Perspectivas e avanços tecnológicos nas rações “aqua”:

Alguns pontos são determinantes para o futuro da aqüicultura, como o aumento do uso de proteínas vegetais e a redução das perdas de nutrientes antes da ingestão. Para atender o primeiro ponto crítico, que refere-se ao uso de proteínas vegetais é necessário estudar o balanceamento de dietas com aminoácidos sintéticos e reduzir os fatores antinutricionais destes ingredientes com o uso de enzimas específicas. Para reduzir as perdas de nutrientes antes da ingestão, as indústrias se preparam para a utilização de atrativos que aumentam a palatabilidade das rações e estimulam o consumo, reduzindo assim as perdas que vão para o ambiente. Outra tecnologia que visa prevenir a perda de nutrientes das rações dissolvidos na água, será a encapsulação de nutrientes como aminoácidos, vitaminas, minerais e promotores de crescimento.

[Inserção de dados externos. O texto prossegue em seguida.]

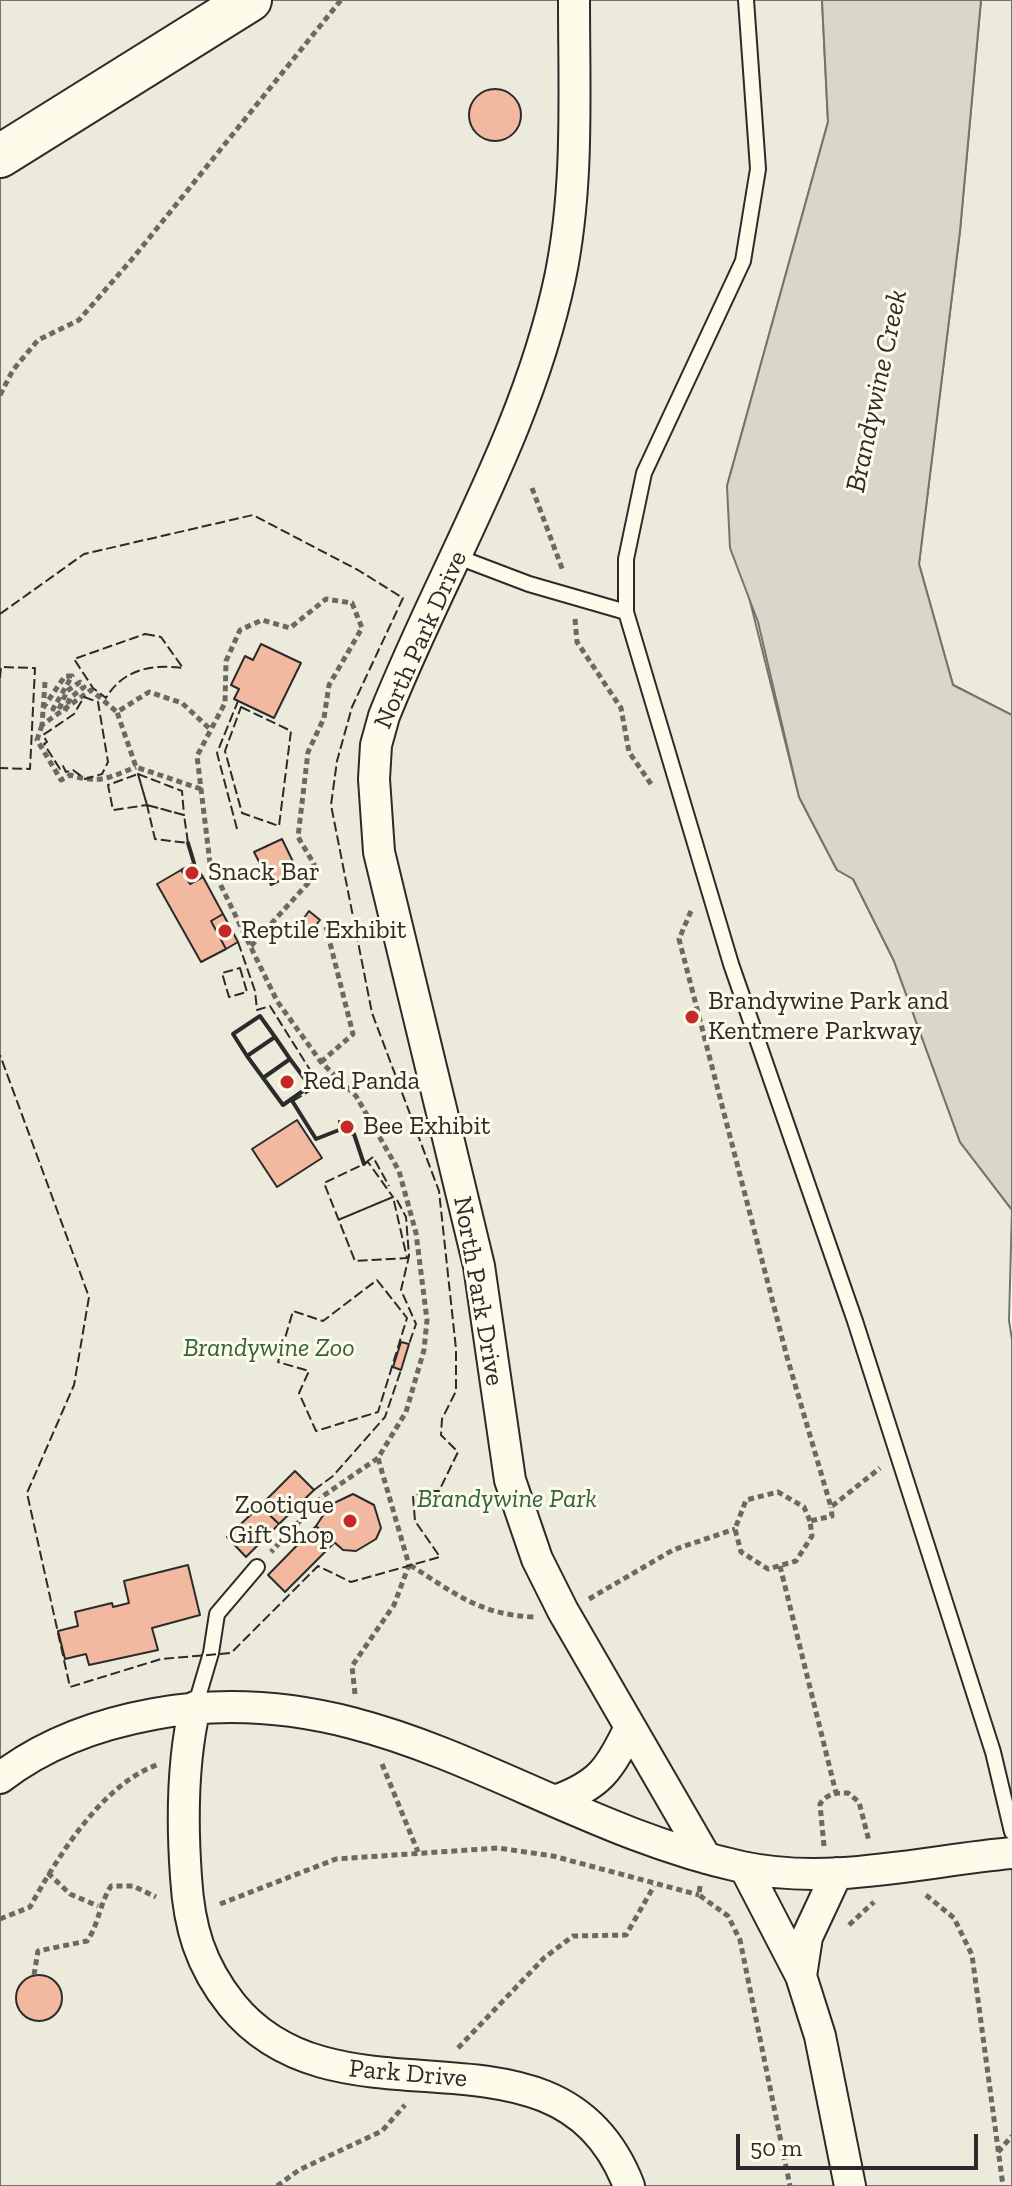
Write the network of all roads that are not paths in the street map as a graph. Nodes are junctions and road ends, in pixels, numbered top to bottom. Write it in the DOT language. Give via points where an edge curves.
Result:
graph roads {
  1 [pos="250,0"];
  2 [pos="574,0"];
  3 [pos="746,0"];
  4 [pos="0,156"];
  5 [pos="458,557"];
  6 [pos="626,612"];
  7 [pos="257,1567"];
  8 [pos="195,1707"];
  9 [pos="630,1727"];
  10 [pos="0,1778"];
  11 [pos="555,1801"];
  12 [pos="1012,1832"];
  13 [pos="1012,1853"];
  14 [pos="706,1858"];
  15 [pos="838,1860"];
  16 [pos="745,1868"];
  17 [pos="801,1976"];
  18 [pos="629,2186"];
  19 [pos="850,2186"];
  1 -- 4 [label="main road"];
  2 -- 5 [label="street, North Park Drive" via="575,150 560,278 513,431"];
  3 -- 6 [label="lane" via="758,169 743,261 644,473 626,559"];
  5 -- 6 [label="lane"];
  5 -- 9 [label="street, North Park Drive" via="401,674 376,745 379,852 479,1266 510,1480 537,1559"];
  6 -- 12 [label="lane" via="731,964 898,1457 993,1752"];
  7 -- 8 [label="lane" via="217,1614"];
  8 -- 10 [label="street" via="81,1733"];
  8 -- 11 [label="street" via="291,1710 352,1721 453,1755"];
  8 -- 18 [label="street, Park Drive" via="185,1763 188,1906 198,1952 214,1982 256,2030 320,2064 381,2075 521,2086 551,2097 603,2138"];
  9 -- 11 [label="street" via="601,1777 586,1790"];
  9 -- 14 [label="street, North Park Drive"];
  11 -- 14 [label="street"];
  13 -- 15 [label="street"];
  14 -- 16 [label="street"];
  15 -- 16 [label="street"];
  15 -- 17 [label="street" via="807,1937"];
  16 -- 17 [label="street"];
  17 -- 19 [label="street" via="820,2036"];
}
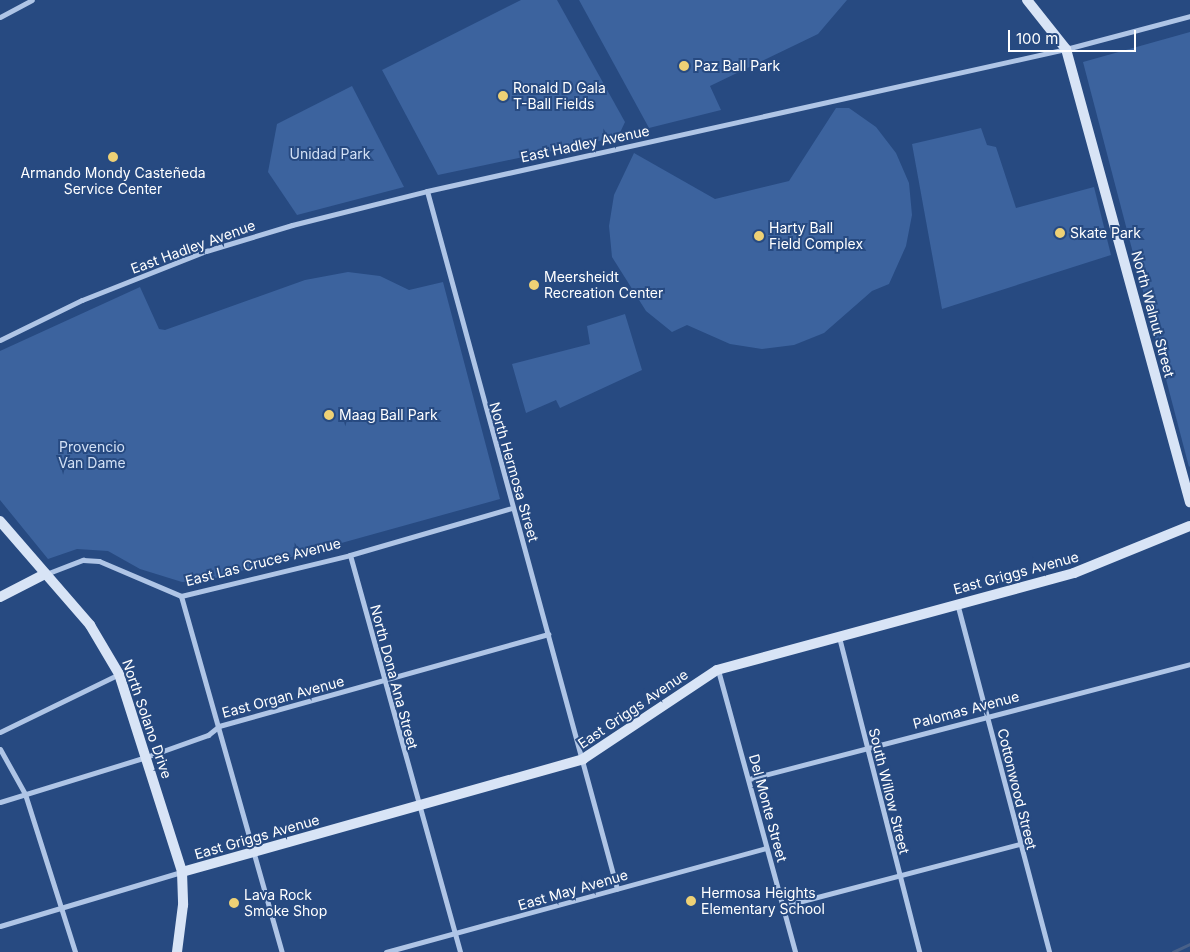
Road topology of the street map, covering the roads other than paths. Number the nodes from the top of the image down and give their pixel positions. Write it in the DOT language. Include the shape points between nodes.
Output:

A indústria também poderá lançar outras tecnologias como o uso de imuno-estimulantes para aumentar a resistência a doenças, o uso de promotores de crescimento e de pigmentantes para atender mercados que necessitam desta característica.

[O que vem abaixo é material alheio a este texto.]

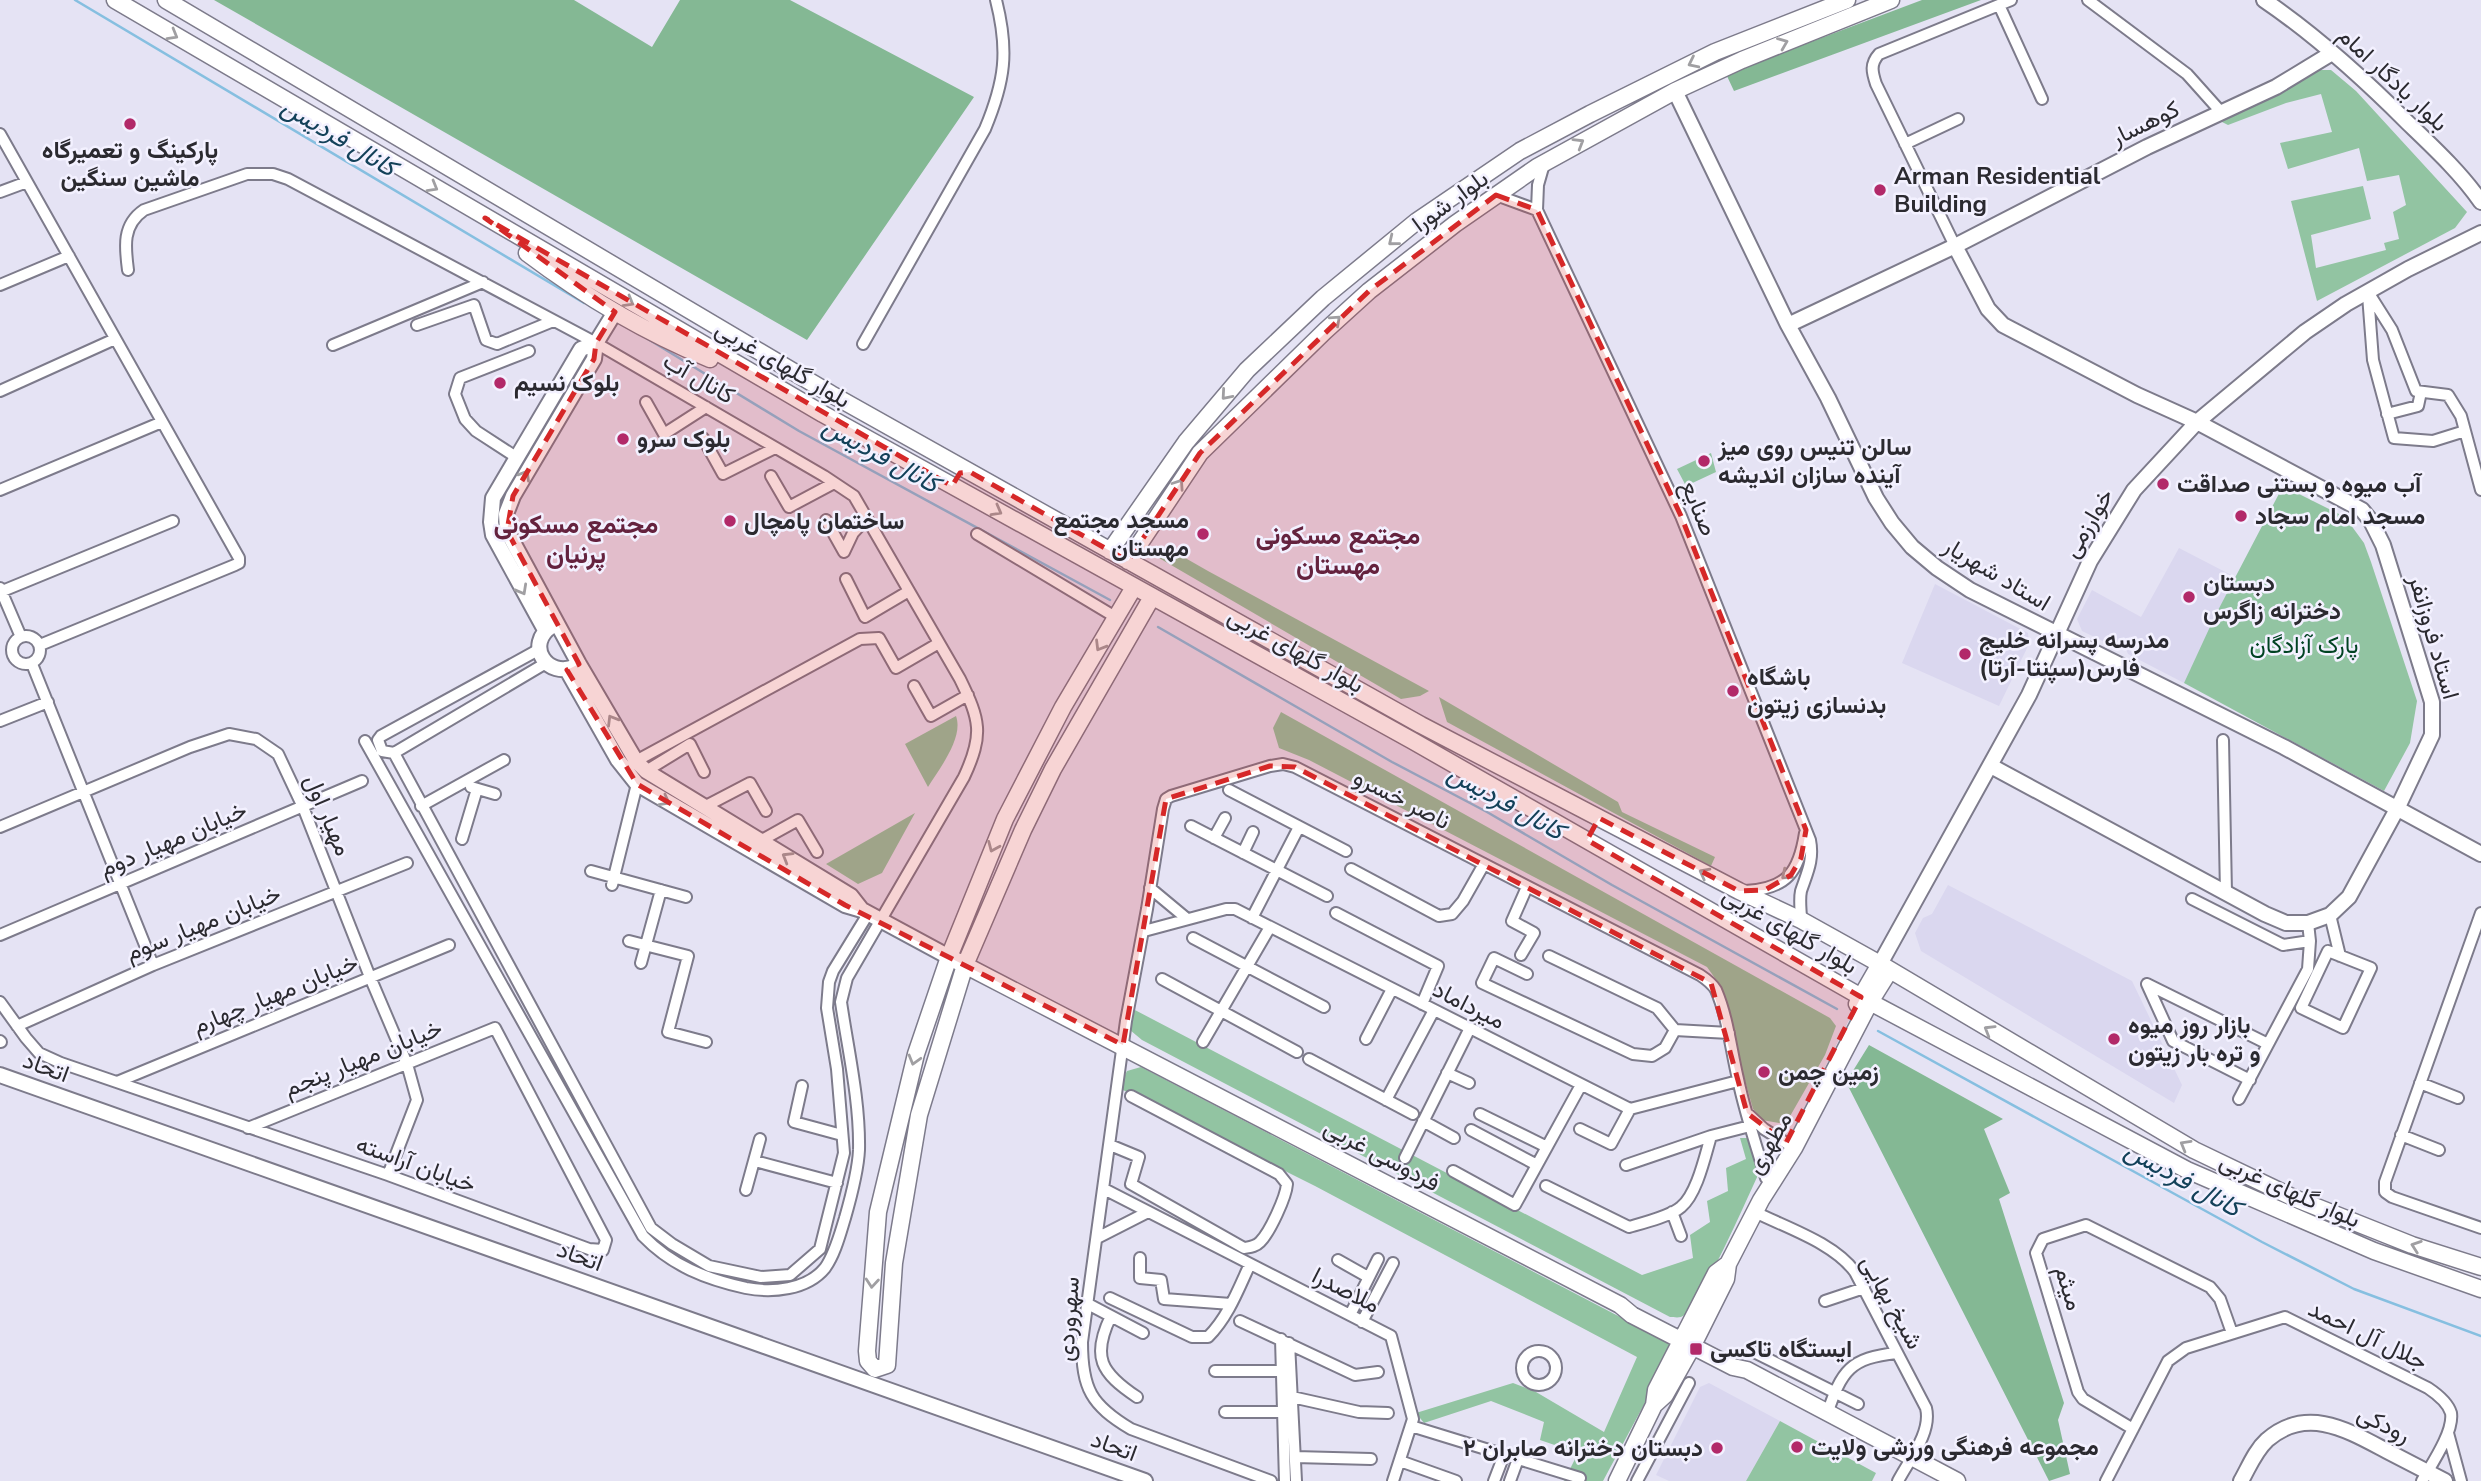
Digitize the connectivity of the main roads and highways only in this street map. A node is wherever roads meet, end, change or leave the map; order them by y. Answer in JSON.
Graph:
{"nodes":[{"id":1,"x":115,"y":0,"type":"edge"},
{"id":2,"x":166,"y":0,"type":"edge"},
{"id":3,"x":1847,"y":0,"type":"edge"},
{"id":4,"x":1891,"y":0,"type":"edge"},
{"id":5,"x":485,"y":218,"type":"junction"},
{"id":6,"x":762,"y":379,"type":"junction"},
{"id":7,"x":970,"y":472,"type":"junction"},
{"id":8,"x":959,"y":490,"type":"junction"},
{"id":9,"x":1110,"y":551,"type":"junction"},
{"id":10,"x":1128,"y":561,"type":"junction"},
{"id":11,"x":1134,"y":587,"type":"junction"},
{"id":12,"x":1152,"y":597,"type":"junction"},
{"id":13,"x":1117,"y":618,"type":"junction"},
{"id":14,"x":1133,"y":628,"type":"junction"},
{"id":15,"x":1292,"y":653,"type":"junction"},
{"id":16,"x":1285,"y":670,"type":"junction"},
{"id":17,"x":949,"y":957,"type":"junction"},
{"id":18,"x":965,"y":965,"type":"junction"},
{"id":19,"x":1885,"y":967,"type":"junction"},
{"id":20,"x":1865,"y":1000,"type":"junction"},
{"id":21,"x":1893,"y":1014,"type":"junction"},
{"id":22,"x":1857,"y":1028,"type":"junction"},
{"id":23,"x":1790,"y":1146,"type":"junction"},
{"id":24,"x":2481,"y":1267,"type":"edge"},
{"id":25,"x":2481,"y":1289,"type":"edge"},
{"id":26,"x":1689,"y":1340,"type":"junction"},
{"id":27,"x":1616,"y":1481,"type":"edge"},
{"id":28,"x":1957,"y":1481,"type":"edge"}],
"edges":[{"from":1,"to":5,"type":"main road","name":"بلوار گلهای غربی","one_way":true},
{"from":2,"to":7,"type":"main road","name":"بلوار گلهای غربی"},
{"from":3,"to":9,"type":"main road","name":"بلوار شورا","one_way":true},
{"from":10,"to":4,"type":"main road","name":"بلوار شورا","one_way":true},
{"from":5,"to":6,"type":"main road","name":"بلوار گلهای غربی","one_way":true},
{"from":5,"to":6,"type":"main road"},
{"from":6,"to":8,"type":"main road","name":"بلوار گلهای غربی"},
{"from":7,"to":8,"type":"main road"},
{"from":7,"to":9,"type":"main road","name":"بلوار گلهای غربی"},
{"from":8,"to":11,"type":"main road","name":"بلوار گلهای غربی","one_way":true},
{"from":9,"to":10,"type":"main road","name":"بلوار گلهای غربی"},
{"from":10,"to":15,"type":"main road","name":"بلوار گلهای غربی"},
{"from":11,"to":12,"type":"main road","name":"بلوار گلهای غربی"},
{"from":11,"to":13,"type":"main road"},
{"from":12,"to":14,"type":"main road"},
{"from":12,"to":16,"type":"main road","name":"بلوار گلهای غربی"},
{"from":13,"to":14,"type":"main road"},
{"from":13,"to":17,"type":"main road","one_way":true},
{"from":14,"to":18,"type":"main road"},
{"from":15,"to":16,"type":"main road"},
{"from":19,"to":15,"type":"main road","name":"بلوار گلهای غربی","one_way":true},
{"from":16,"to":20,"type":"main road","name":"بلوار گلهای غربی"},
{"from":17,"to":18,"type":"main road","name":"فردوسی غربی"},
{"from":17,"to":18,"type":"main road","one_way":true},
{"from":18,"to":26,"type":"main road","name":"فردوسی غربی"},
{"from":19,"to":20,"type":"main road","name":"مطهری"},
{"from":24,"to":19,"type":"main road","name":"بلوار گلهای غربی","one_way":true},
{"from":20,"to":21,"type":"main road","name":"بلوار گلهای غربی"},
{"from":20,"to":22,"type":"main road","name":"مطهری"},
{"from":20,"to":23,"type":"main road"},
{"from":21,"to":22,"type":"main road"},
{"from":21,"to":25,"type":"main road","name":"بلوار گلهای غربی"},
{"from":22,"to":23,"type":"main road","name":"مطهری"},
{"from":23,"to":26,"type":"main road","name":"مطهری"},
{"from":26,"to":27,"type":"main road","name":"مطهری"},
{"from":26,"to":28,"type":"main road","name":"فردوسی غربی"}]}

A nutrição e estratégias de manejo alimentar são essenciais para o desenvolvimento sustentável da aqüicultura. O desenvolvimento dos alimentos do futuro serão focados no uso eficiente das matérias-primas disponíveis e na redução dos restos alimentares e perda de nutrientes não absorvidos pelos organismos aquáticos. Com o avanço do conhecimento dos requerimentos nutricionais das espécies, considerando as aplicações práticas em condições de mercado, será possível desenvolver rações espécie-específicas para os peixes e para outras espécies de camarões que venham ser cultivadas. É preciso entender melhor os requerimentos nutricionais das larvas e dos reprodutores, além de necessidades por sistema de cultivo e as potenciais perdas de nutrientes no ambiente, com o objetivo de maximizar a eficiência de crescimento e ganho de peso dos organismos aquáticos.

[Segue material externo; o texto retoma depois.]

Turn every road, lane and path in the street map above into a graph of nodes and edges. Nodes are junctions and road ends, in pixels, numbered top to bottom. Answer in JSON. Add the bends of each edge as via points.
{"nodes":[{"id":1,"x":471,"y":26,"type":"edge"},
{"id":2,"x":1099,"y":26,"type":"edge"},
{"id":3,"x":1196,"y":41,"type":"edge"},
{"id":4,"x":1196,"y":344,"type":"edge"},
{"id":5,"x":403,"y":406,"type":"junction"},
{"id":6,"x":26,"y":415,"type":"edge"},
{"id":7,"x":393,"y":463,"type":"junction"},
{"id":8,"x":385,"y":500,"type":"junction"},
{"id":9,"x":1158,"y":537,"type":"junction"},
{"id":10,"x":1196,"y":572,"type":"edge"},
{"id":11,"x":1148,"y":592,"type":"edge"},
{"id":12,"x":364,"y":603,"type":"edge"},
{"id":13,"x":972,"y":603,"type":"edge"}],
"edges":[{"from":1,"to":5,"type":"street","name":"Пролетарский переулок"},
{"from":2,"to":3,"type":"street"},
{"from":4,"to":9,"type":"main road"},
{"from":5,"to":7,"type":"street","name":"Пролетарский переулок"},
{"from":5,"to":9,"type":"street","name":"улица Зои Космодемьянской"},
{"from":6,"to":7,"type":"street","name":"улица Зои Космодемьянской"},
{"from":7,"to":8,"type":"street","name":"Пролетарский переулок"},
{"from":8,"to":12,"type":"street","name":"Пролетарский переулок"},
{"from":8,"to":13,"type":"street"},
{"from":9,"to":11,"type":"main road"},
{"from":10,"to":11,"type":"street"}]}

Estes entendimentos irão proporcionar o uso de ingredientes alternativos com muita segurança, considerando a biodisponibilidade dos mesmos para as diversas espécies e fases de cultivo.

A indústria deverá minimizar ou eliminar o uso de compostos tóxicos ou bioacumulativos (orgânicos e inorgânicos) nas rações, além de aumentar a eficiência das rações considerando os sistemas super intensivos e os sistemas fechados ou com zero troca de água.

Todos estes esforços são pesquisados como objetivo de aumentar a eficiência e reduzir os custos das rações.

Certamente outro grande norteador das indústrias de rações serão os consumidores finais, que estão mais preocupados com a composição nutricional dos organismos aquáticos, com a origem e rastreabilidade dos produtos, com o uso ou não de programas de qualidade e com particularidades dos métodos de cultivo (i.e. uso ou não de químicos, fertilizantes, aditivos, organismos geneticamente modificados, sub-produtos animais ou vegetais, presença de doenças, programas de bioseguridade, possíveis impactos ambientais ou sociais, etc), mas com certeza as maiores preocupações serão com a qualidade e segurança dos produtos (Pearl, 2000).

Inferências:

O Brasil vive dois cenários totalmente conflitantes, de um lado a euforia do setor de produção de grãos devido às expectativas de mercado, e de outro a preocupação dos setores de produção animal devido a instabilidade nos preços das matérias-primas empregadas para a produção de rações.

O momento pode servir de estímulo para a mudança de atitude, como não há o que possa ser feito para deter as variações nos preços das “commodities”, temos que criar e procurar alternativas que atendam as expectativas de toda a cadeia produtiva da aquicultura. Vale lembrar que a cadeia produtiva não engloba apenas produtores e fábricas de ração, mas também fabricantes de equipamentos e acessórios, processadoras de pescado, pontos de venda do produto, entre outros. O esforço deve ser conjunto, pois o sucesso da atividade depende do êxito deste passo. Lembre-se, estamos “todos” no mesmo barco e a culpa é da desunião do setor, o que dificulta a tomada de decisão correta para resolver os problemas.

Certamente, a solução a não virá com um retrocesso no que diz respeito às tecnologias de produção, e sim com a melhora nos índices de produção usando produtos de alto desempenho e ecologicamente corretos, e com a busca de novas alternativas de comercialização.